Sandra Hildebrandt
Récit. Evelyne Bon et sa chienne Dana se sont spécialisées dans la détection des punaises de lit. Tout en parvenant à calmer les clients les plus paniqués par ce problème grandissant.
Evelyne Bon applique contre sa peau un tube transparent rempli de punaises de lit, pour les pouponner. L’ouverture est recouverte d’un tissu assez fin pour que ces minuscules bêtes puissent se nourrir de son sang, sans pour autant sortir. Il s’agit de les garder en vie pour les montrer à ses clients lors de détections de ces insectes, en nette recrudescence. Un phénomène qui s’observe dans tous les pays industrialisés et touche toutes les classes sociales.
«Je les aime!» dit-elle. Ce qui a des effets positifs. En plus des connaissances qu’elle apporte sur les punaises de lit, Evelyne parvient, grâce à sa passion, à calmer les personnes très angoissées, au bord du désespoir. Parmi ces dernières, Amanda*. Une habitante de Morges chez qui Evelyne s’est rendue à deux reprises. «Mieux vaut deux fois qu’une», insiste Amanda. Désespérée, elle avait appelé D.Tec Punaises, la société d’Evelyne, le 24 décembre 2015. «C’était la panique totale, j’étais en pleurs. Les punaises de lit infestent M. et Mme Tout-le-Monde, indépendamment de la propreté des lieux. J’étais persuadée qu’il y en avait partout et que je ne pourrais plus vivre ici», relate la Morgienne qui, à l’époque, n’arrivait plus à dormir.

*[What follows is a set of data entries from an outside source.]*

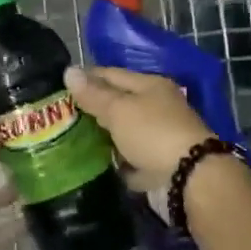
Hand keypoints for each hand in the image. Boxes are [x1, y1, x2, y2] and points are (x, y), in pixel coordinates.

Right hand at [64, 66, 215, 189]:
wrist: (190, 178)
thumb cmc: (152, 133)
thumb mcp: (119, 109)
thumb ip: (93, 94)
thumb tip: (69, 70)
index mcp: (151, 86)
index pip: (112, 74)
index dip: (87, 78)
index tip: (60, 87)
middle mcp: (158, 107)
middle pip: (120, 103)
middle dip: (93, 108)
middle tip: (62, 115)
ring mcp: (160, 136)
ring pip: (125, 131)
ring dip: (104, 135)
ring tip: (72, 140)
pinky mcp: (160, 163)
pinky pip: (132, 158)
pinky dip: (117, 160)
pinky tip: (96, 163)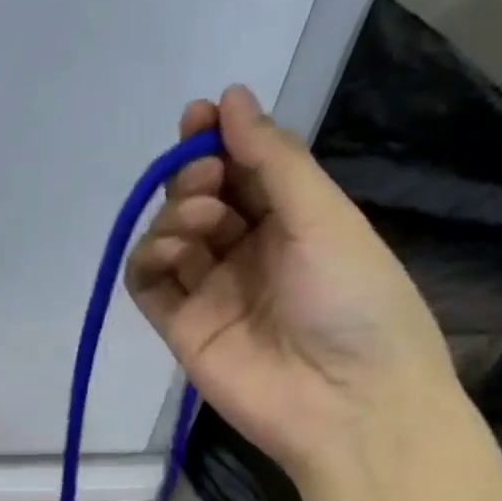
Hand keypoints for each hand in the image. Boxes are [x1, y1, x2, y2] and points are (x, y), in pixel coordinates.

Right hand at [125, 85, 457, 471]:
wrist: (346, 402)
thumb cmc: (354, 300)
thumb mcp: (324, 217)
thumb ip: (272, 160)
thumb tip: (230, 98)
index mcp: (293, 222)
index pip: (243, 171)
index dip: (218, 139)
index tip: (200, 116)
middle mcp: (249, 253)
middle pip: (201, 199)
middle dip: (195, 173)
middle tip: (206, 174)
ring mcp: (211, 292)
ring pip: (171, 237)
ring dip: (175, 213)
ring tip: (201, 217)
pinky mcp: (181, 328)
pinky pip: (148, 283)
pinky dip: (147, 256)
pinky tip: (169, 248)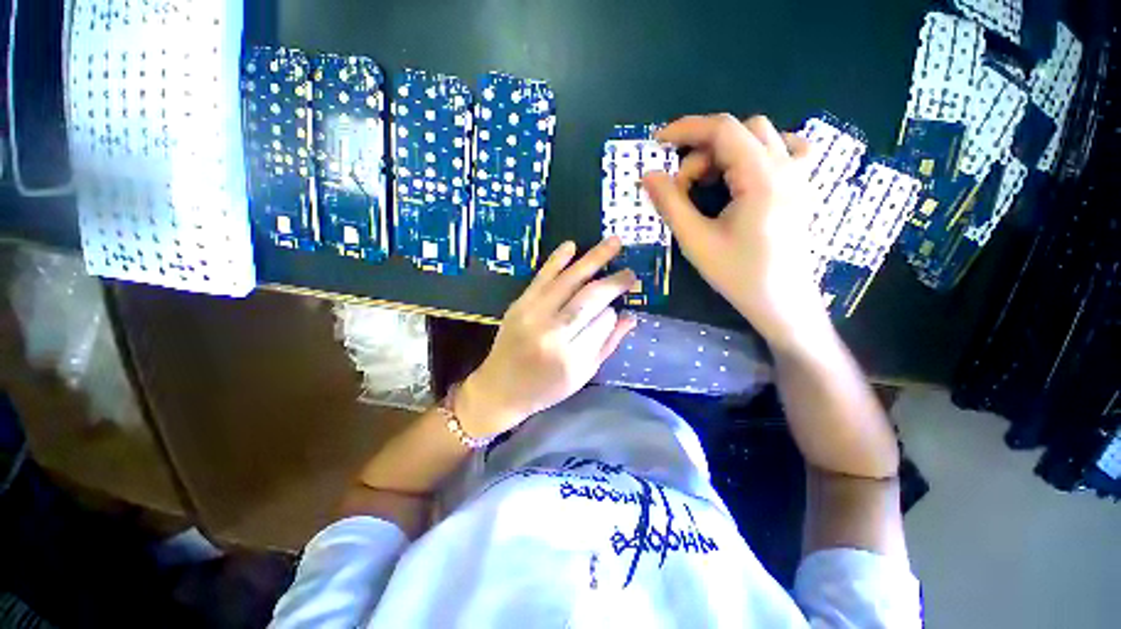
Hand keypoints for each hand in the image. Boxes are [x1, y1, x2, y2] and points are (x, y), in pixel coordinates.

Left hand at [455, 238, 637, 436]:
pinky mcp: (519, 304)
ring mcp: (533, 314)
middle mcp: (552, 333)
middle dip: (613, 282)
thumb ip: (608, 345)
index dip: (613, 313)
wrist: (500, 388)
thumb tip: (631, 317)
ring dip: (593, 259)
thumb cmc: (545, 388)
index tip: (617, 310)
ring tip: (613, 242)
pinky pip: (542, 277)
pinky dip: (557, 259)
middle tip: (630, 272)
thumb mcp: (582, 376)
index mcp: (571, 358)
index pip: (603, 322)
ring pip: (569, 281)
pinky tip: (572, 245)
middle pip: (589, 297)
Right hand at [642, 114, 831, 349]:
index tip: (658, 143)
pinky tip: (746, 175)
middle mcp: (787, 167)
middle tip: (684, 185)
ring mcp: (801, 175)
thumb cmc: (738, 275)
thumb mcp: (696, 241)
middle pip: (741, 130)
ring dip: (729, 151)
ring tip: (711, 183)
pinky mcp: (803, 187)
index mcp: (762, 178)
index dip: (686, 129)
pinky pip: (787, 148)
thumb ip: (670, 203)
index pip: (723, 130)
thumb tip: (648, 175)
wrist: (782, 302)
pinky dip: (759, 152)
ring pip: (763, 136)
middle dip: (704, 150)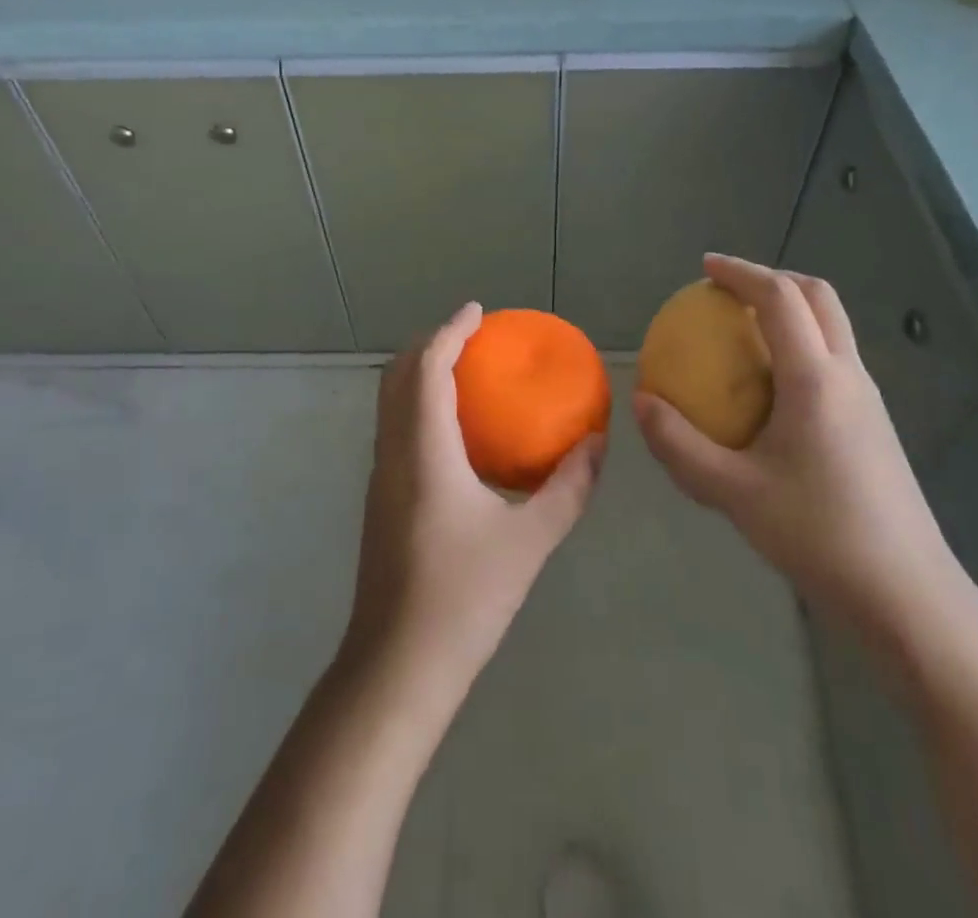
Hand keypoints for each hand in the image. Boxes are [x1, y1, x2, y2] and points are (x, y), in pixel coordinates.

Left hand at [343, 303, 604, 696]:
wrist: (397, 667)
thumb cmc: (464, 599)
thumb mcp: (529, 541)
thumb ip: (568, 488)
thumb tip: (598, 444)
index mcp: (424, 450)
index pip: (428, 368)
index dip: (449, 331)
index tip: (477, 311)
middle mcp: (393, 452)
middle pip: (399, 375)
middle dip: (431, 344)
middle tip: (472, 335)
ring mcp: (380, 476)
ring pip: (391, 402)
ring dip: (421, 373)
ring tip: (464, 370)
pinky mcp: (380, 499)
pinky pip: (395, 427)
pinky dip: (418, 404)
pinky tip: (454, 430)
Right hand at [634, 254, 962, 637]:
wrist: (907, 596)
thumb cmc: (818, 535)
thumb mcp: (733, 493)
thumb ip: (680, 446)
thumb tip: (641, 403)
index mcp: (816, 379)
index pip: (780, 297)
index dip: (742, 272)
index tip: (705, 268)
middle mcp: (849, 375)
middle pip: (818, 296)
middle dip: (773, 278)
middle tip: (728, 290)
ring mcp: (869, 399)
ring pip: (833, 326)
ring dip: (792, 309)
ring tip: (746, 330)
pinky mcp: (875, 423)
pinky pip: (835, 358)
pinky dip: (801, 344)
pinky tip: (772, 388)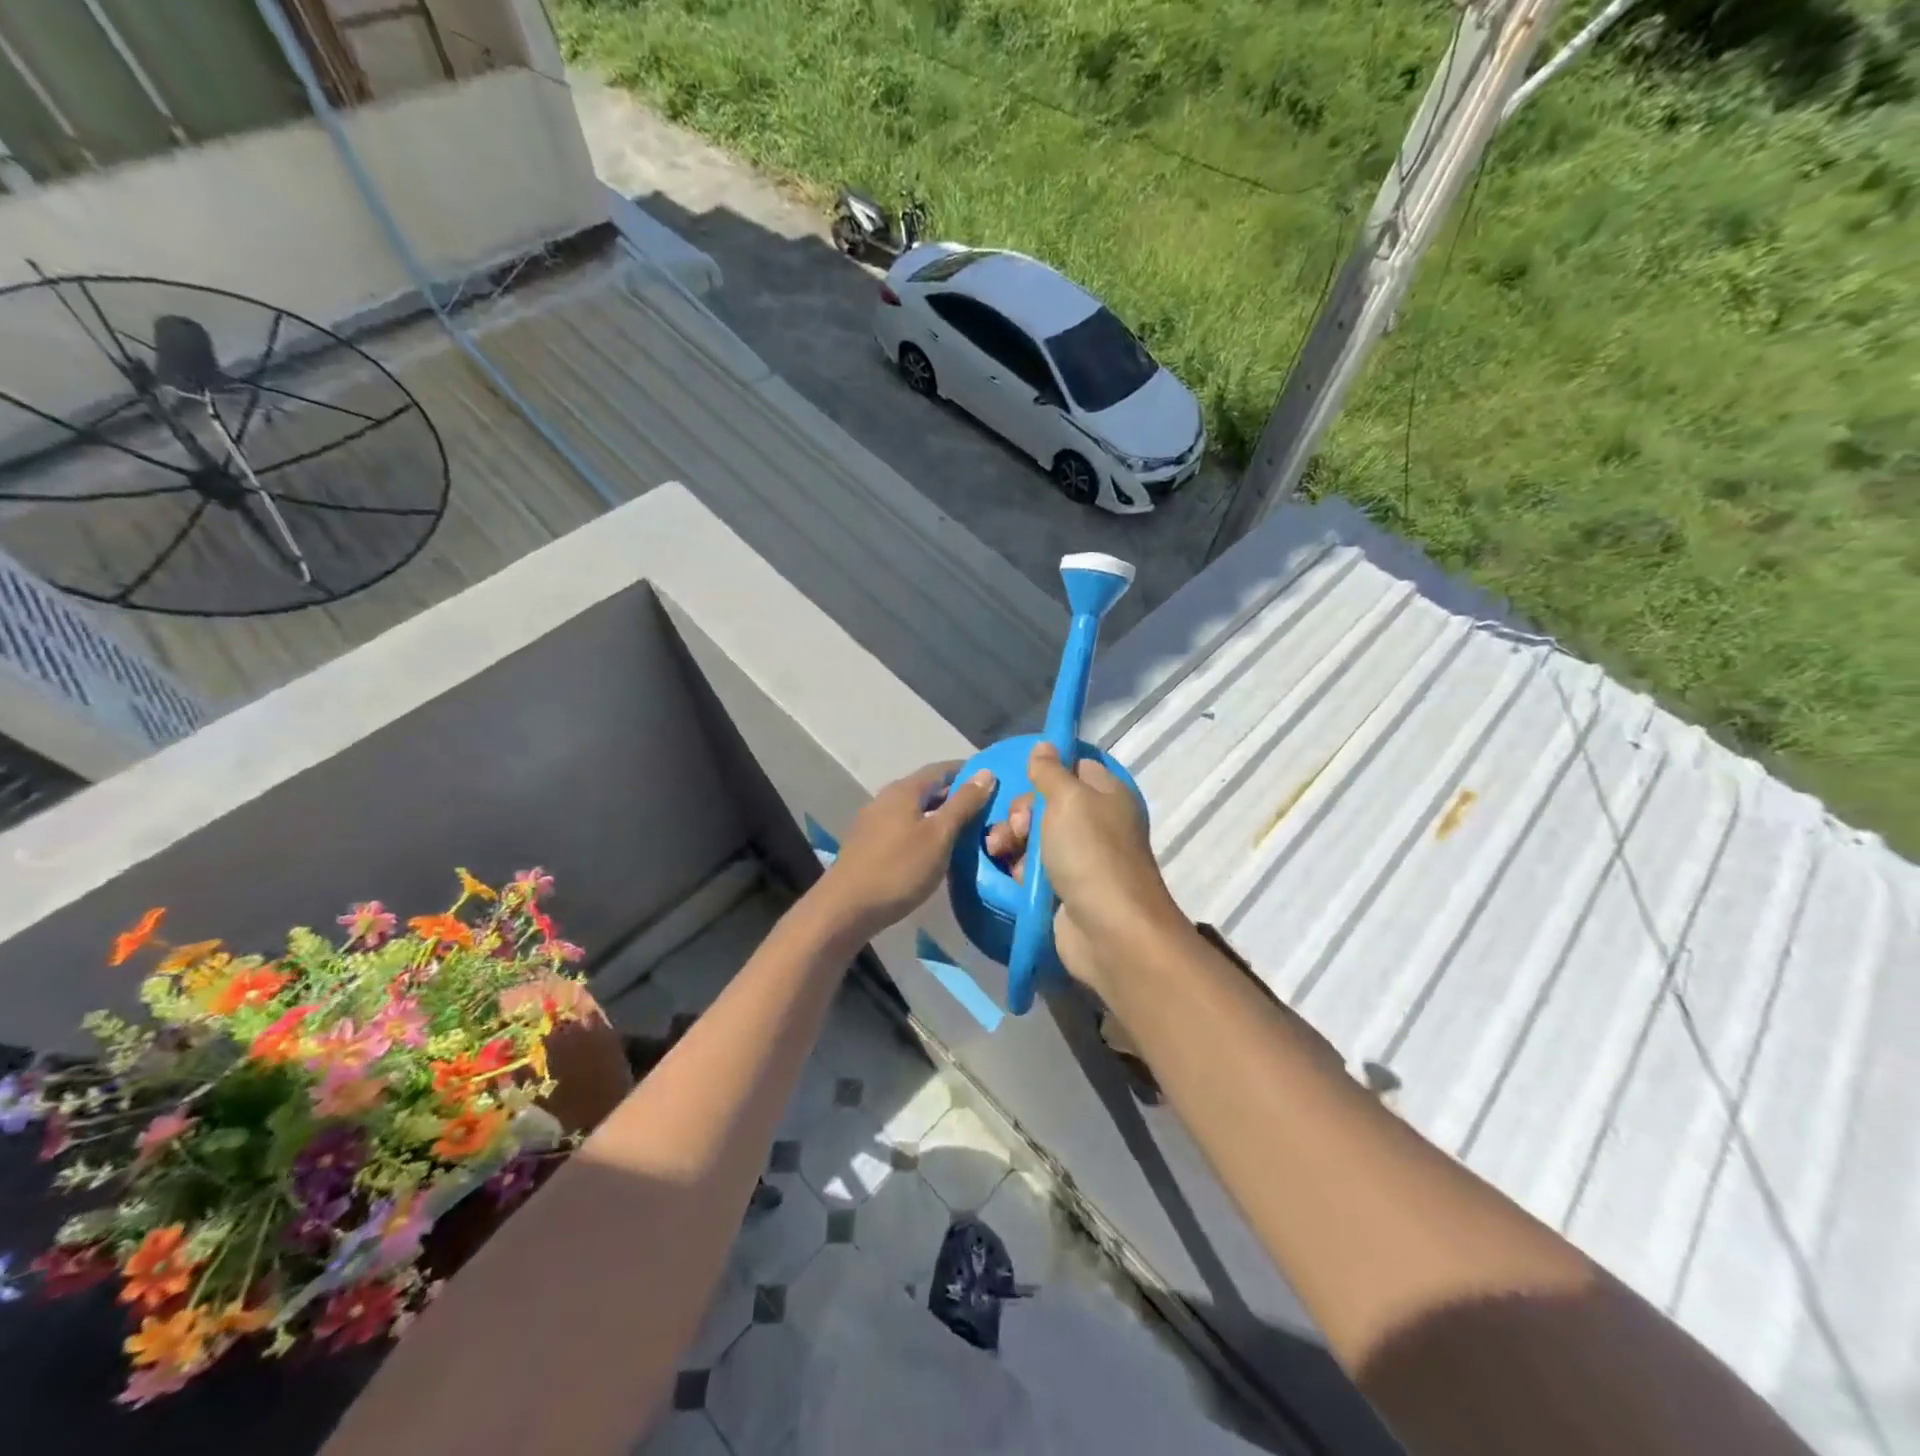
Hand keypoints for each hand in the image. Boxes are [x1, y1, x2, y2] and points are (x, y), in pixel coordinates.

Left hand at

Autre cliente à rassurer, Chloé*. Cette jeune femme de 25 ans, qui a fait appel à la société de détection, attend avec impatience la venue d’Evelyne et de sa chienne. Elles lui permettront de savoir si son appartement de Crissier est infesté. «Depuis un moment déjà, mon ami et moi nous demandons si nous avons des punaises de lit», explique Chloé qui a de petites piqûres dans le dos depuis quelques mois. Cela coïncide avec son retour d’un séjour à l’étranger. «Mon ami est plutôt du genre à laisser traîner, mais moi, il faut que je sache.»
Informer pour détendre
La spécialiste s’est alors immédiatement déplacée. Elle sait qu’elle doit réagir rapidement: «Les gens cogitent et tout d’un coup, ils ont besoin d’être sûrs.» Dans près de 60% des cas, pas l’ombre d’une punaise dans l’appartement. Le prix de la certitude? 250 francs.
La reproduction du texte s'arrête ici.